(PROMPT) Wherever the string "roads" turns up in the data, copy the whole line.

Stored items:
Segment Open

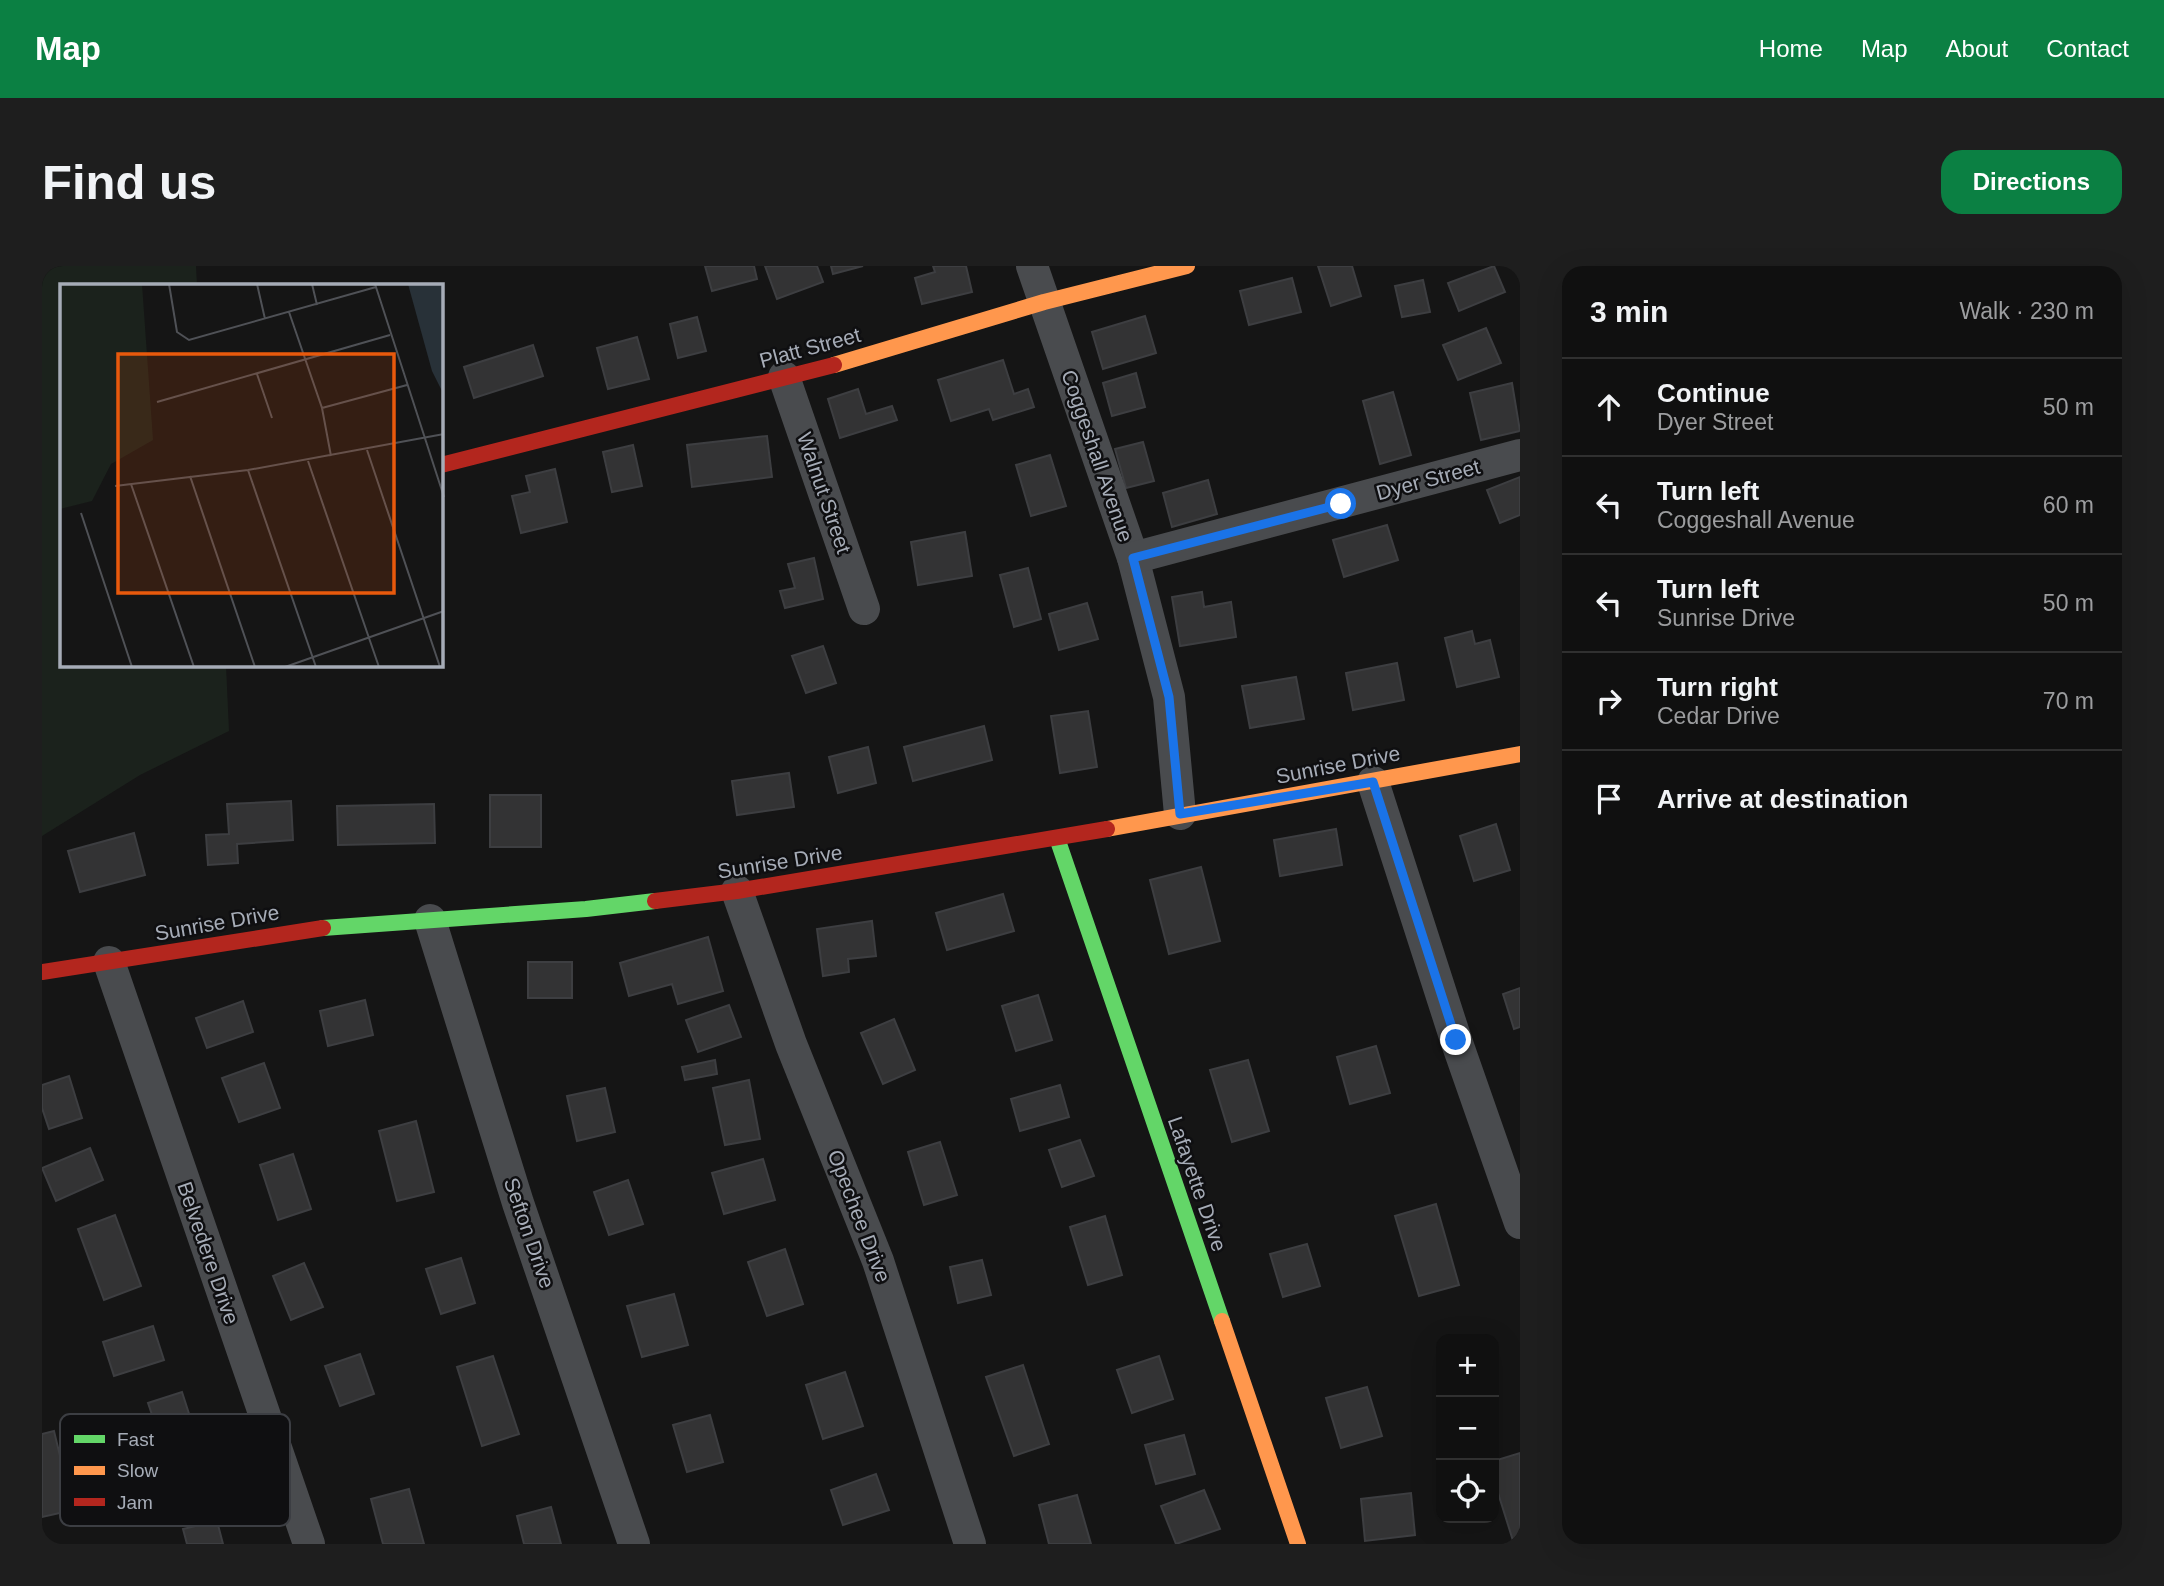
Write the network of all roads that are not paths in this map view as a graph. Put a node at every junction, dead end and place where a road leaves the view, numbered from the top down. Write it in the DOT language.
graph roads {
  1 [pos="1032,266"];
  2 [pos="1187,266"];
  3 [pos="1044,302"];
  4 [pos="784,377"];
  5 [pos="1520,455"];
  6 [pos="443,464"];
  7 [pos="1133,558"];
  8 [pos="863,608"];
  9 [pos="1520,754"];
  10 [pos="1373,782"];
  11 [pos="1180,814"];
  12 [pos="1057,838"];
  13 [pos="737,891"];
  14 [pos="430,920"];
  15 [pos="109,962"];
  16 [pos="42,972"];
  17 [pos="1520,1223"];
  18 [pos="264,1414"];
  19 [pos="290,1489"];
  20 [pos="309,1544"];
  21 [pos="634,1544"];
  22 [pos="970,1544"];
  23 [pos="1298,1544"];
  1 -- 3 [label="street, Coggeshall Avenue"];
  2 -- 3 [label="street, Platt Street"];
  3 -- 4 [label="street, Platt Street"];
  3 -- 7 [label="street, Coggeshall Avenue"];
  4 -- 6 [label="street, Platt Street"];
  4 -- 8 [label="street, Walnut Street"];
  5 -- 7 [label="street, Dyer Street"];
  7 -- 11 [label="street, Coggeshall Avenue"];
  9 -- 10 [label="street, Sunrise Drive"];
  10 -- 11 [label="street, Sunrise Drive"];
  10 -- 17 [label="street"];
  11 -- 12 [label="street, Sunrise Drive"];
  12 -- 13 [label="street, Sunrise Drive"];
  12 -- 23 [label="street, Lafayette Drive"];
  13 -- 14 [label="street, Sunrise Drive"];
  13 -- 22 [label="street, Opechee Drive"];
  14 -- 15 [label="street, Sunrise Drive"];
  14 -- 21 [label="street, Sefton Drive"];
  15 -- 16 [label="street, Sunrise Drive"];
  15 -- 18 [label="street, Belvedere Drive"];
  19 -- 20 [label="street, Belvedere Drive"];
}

Segment Closed

(WRITTEN REPLY)
Write the network of all roads that are not paths in this map view as a graph. Put a node at every junction, dead end and place where a road leaves the view, numbered from the top down. Write it in the DOT language.
graph roads {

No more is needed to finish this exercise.